The West’s seven are Anthony Edwards, Devin Booker, Stephen Curry, Kawhi Leonard, Anthony Davis, Paul George and Karl-Anthony Towns.
Maxey earned his place by averaging 25.7 points, 6.6 assists and 3.6 rebounds. The Sixers have gone 29-13 when he’s played and lost all four games he’s missed.
Maxey has assumed the second-star role while maintaining a very low turnover rate. He has an outstanding 6.4 turnover percentage outside of garbage time, per Cleaning the Glass, and is a major reason why the Sixers lead the NBA in that category.
With James Harden dealt to the Clippers three games into the Sixers’ season, head coach Nick Nurse has asked the 23-year-old Maxey to be more commanding and vocal as the team’s lead ball handler.
“I mentioned early in the year that there were a lot of pieces to what Tyrese was doing and needed to do,” Nurse said on Jan. 24. “Obviously being aggressive and scoring, I always talk about that. I talk about running the team, improving his defense, using all those gifts that he’s been given on both ends of the floor.
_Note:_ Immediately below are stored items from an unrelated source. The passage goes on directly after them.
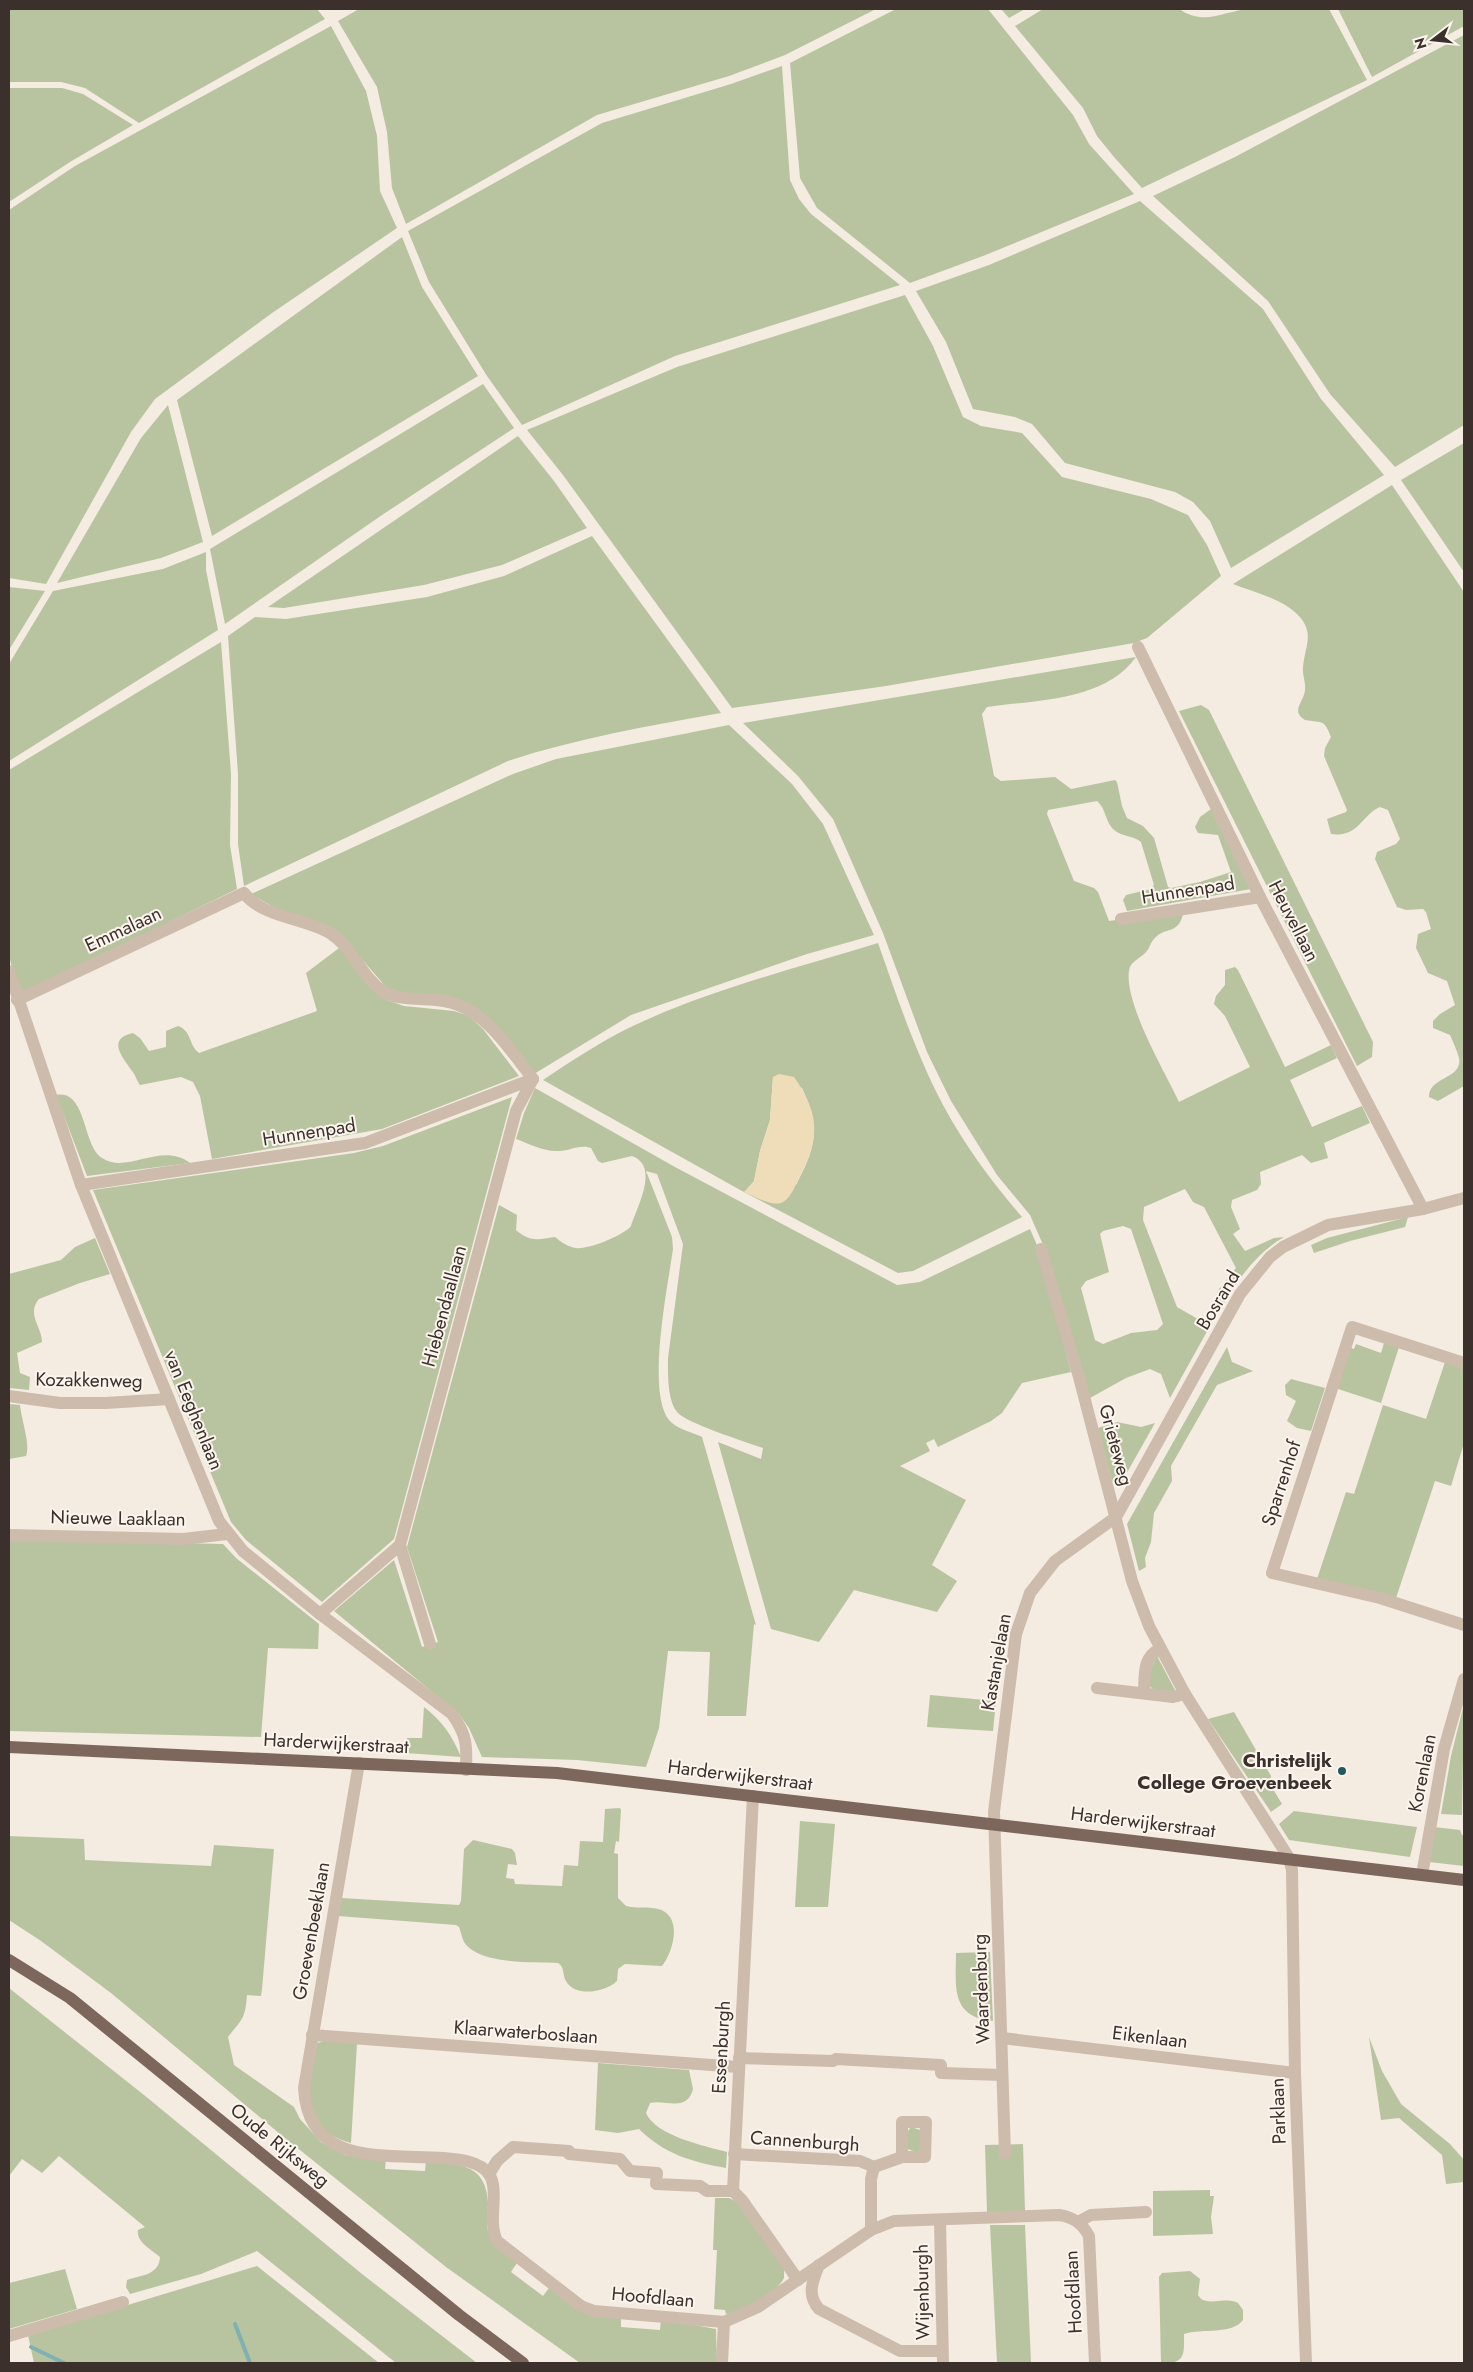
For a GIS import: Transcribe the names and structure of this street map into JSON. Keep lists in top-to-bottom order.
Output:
{
  "streets": {
    "main road": ["Harderwijkerstraat", "Oude Rijksweg"],
    "street": [
      "Hunnenpad",
      "Heuvellaan",
      "Emmalaan",
      "Bosrand",
      "Hiebendaallaan",
      "Kozakkenweg",
      "van Eeghenlaan",
      "Grieteweg",
      "Sparrenhof",
      "Nieuwe Laaklaan",
      "Kastanjelaan",
      "Korenlaan",
      "Groevenbeeklaan",
      "Waardenburg",
      "Klaarwaterboslaan",
      "Eikenlaan",
      "Essenburgh",
      "Parklaan",
      "Cannenburgh",
      "Wijenburgh",
      "Hoofdlaan"
    ]
  },
  "crossings": [
    ["Hunnenpad", "Heuvellaan"],
    ["Hunnenpad", "Emmalaan"],
    ["Hunnenpad", "Hiebendaallaan"],
    ["Hunnenpad", "van Eeghenlaan"],
    ["Heuvellaan", "Bosrand"],
    ["Emmalaan", "Hiebendaallaan"],
    ["Emmalaan", "van Eeghenlaan"],
    ["Bosrand", "Grieteweg"],
    ["Bosrand", "Kastanjelaan"],
    ["Kozakkenweg", "van Eeghenlaan"],
    ["van Eeghenlaan", "Nieuwe Laaklaan"],
    ["van Eeghenlaan", "Harderwijkerstraat"],
    ["Grieteweg", "Kastanjelaan"],
    ["Grieteweg", "Harderwijkerstraat"],
    ["Grieteweg", "Parklaan"],
    ["Kastanjelaan", "Harderwijkerstraat"],
    ["Kastanjelaan", "Waardenburg"],
    ["Harderwijkerstraat", "Korenlaan"],
    ["Harderwijkerstraat", "Groevenbeeklaan"],
    ["Harderwijkerstraat", "Waardenburg"],
    ["Harderwijkerstraat", "Essenburgh"],
    ["Harderwijkerstraat", "Parklaan"],
    ["Groevenbeeklaan", "Klaarwaterboslaan"],
    ["Groevenbeeklaan", "Hoofdlaan"],
    ["Waardenburg", "Klaarwaterboslaan"],
    ["Waardenburg", "Eikenlaan"],
    ["Klaarwaterboslaan", "Essenburgh"],
    ["Eikenlaan", "Parklaan"],
    ["Essenburgh", "Cannenburgh"],
    ["Cannenburgh", "Hoofdlaan"],
    ["Wijenburgh", "Hoofdlaan"]
  ],
  "places": ["Christelijk College Groevenbeek"],
  "north": "left"
}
And I thought that was a huge area of growth — his vocal leadership area.
“I thought he grew a lot right away. I think just being put in the position for the first time, there was certainly a lot of room for growth. … And I think he continues to grow. It’s just comfort, seeing all these different situations, seeing all these different teams, the highs and lows of the season. All those things are information that he’s gathering and he’s using, and I think he just feels more comfortable. He’s certainly confident. ... It’s an important part of the job for him.”
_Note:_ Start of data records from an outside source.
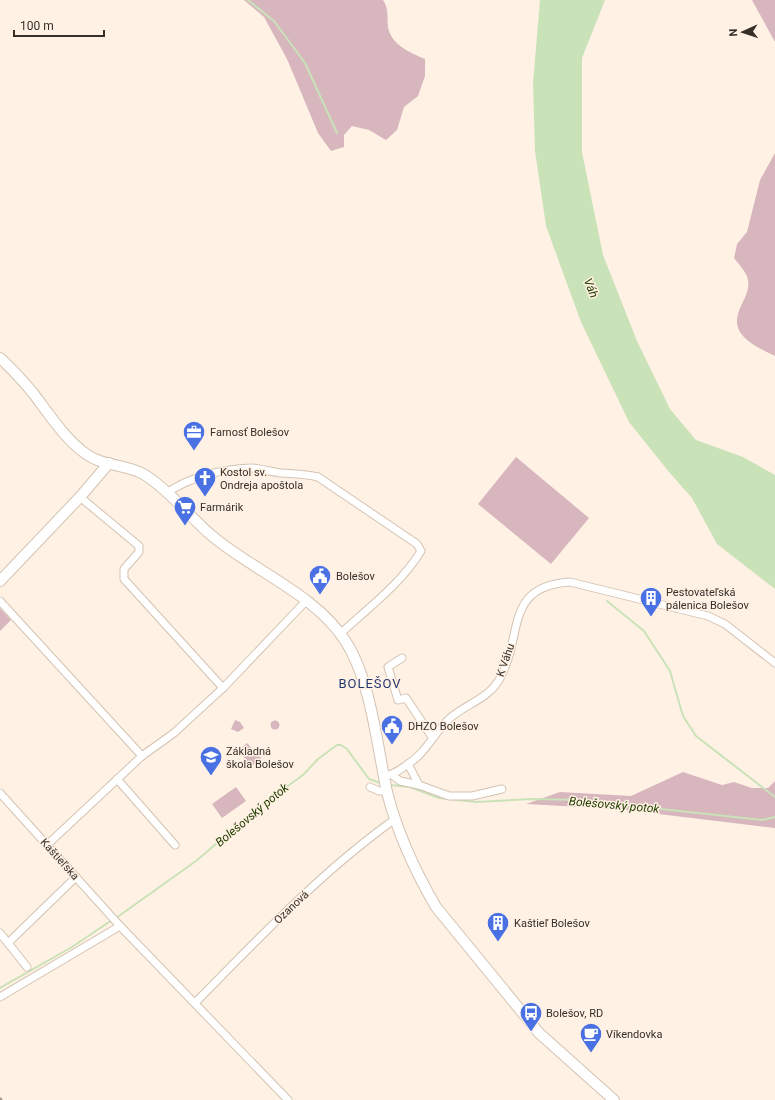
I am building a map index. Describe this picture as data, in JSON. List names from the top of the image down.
{
  "streets": {
    "street": ["K Váhu", "Kaštieľska", "Ozanová"]
  },
  "districts": ["BOLEŠOV"],
  "water": ["Váh", "Bolešovský potok"],
  "places": {
    "office": ["Farnosť Bolešov"],
    "church": ["Kostol sv. Ondreja apoštola"],
    "supermarket": ["Farmárik"],
    "public building": ["Bolešov", "DHZO Bolešov"],
    "building": ["Pestovateľská pálenica Bolešov", "Kaštieľ Bolešov"],
    "school or university": ["Základná škola Bolešov"],
    "bus stop": ["Bolešov, RD"],
    "cafe": ["Víkendovka"]
  },
  "scale_bar": "100 m",
  "north": "left"
}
Nurse has also praised Maxey’s progress defensively. He’s often been fine with opposing teams trying to create switches and have bigger players go at Maxey.
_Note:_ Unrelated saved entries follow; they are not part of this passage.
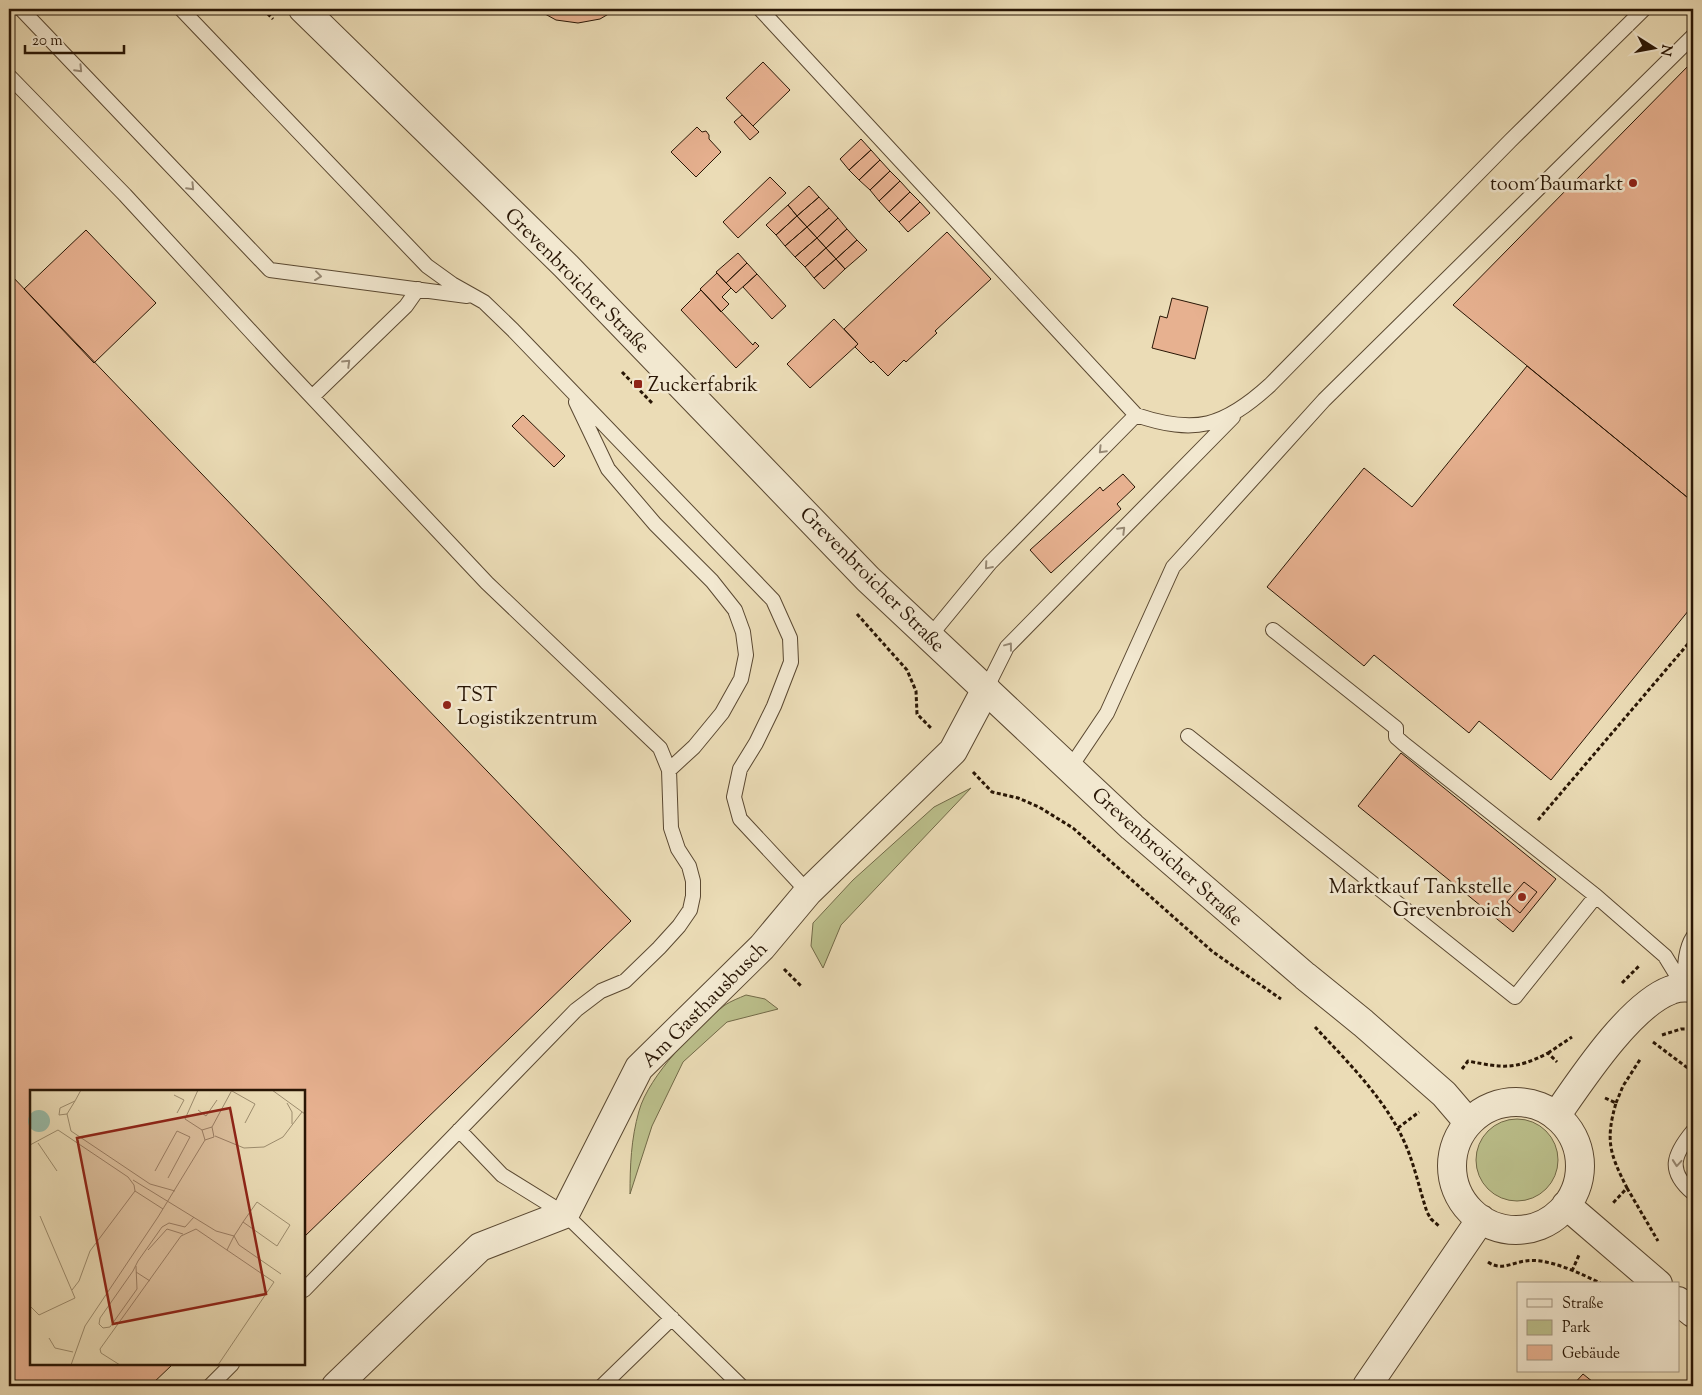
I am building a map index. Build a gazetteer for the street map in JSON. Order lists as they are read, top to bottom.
{
  "streets": {
    "street": ["Grevenbroicher Straße", "Am Gasthausbusch"]
  },
  "crossings": [
    ["Grevenbroicher Straße", "Am Gasthausbusch"]
  ],
  "places": {
    "other": ["toom Baumarkt", "TST Logistikzentrum", "Marktkauf Tankstelle Grevenbroich"],
    "transit": ["Zuckerfabrik"]
  },
  "legend": ["Straße", "Park", "Gebäude"],
  "scale_bar": "20 m",
  "north": "right"
}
And when Maxey’s level has lapsed, Nurse has let him know.
“Last game I was pretty bad defensively,” Maxey said after a Jan. 10 overtime loss in Atlanta. “I didn’t get into the ball. … He told me about it, and I told him that I’ve got him and it won’t happen again. And tonight I just stayed in the ball. No matter who I was guarding, I was aggressive.
“I know I can be a pesky defender. I know I can do a lot on offense, but I’ve got to go out there and play both ends extremely hard, no matter how many minutes I’m playing. It doesn’t really matter. I’ve just got to go out there and give 100 percent every single second, every single day that I’m out there.”
Maxey’s ceaseless, joyful approach to day-after-day self-improvement has already gotten him to an All-Star Game.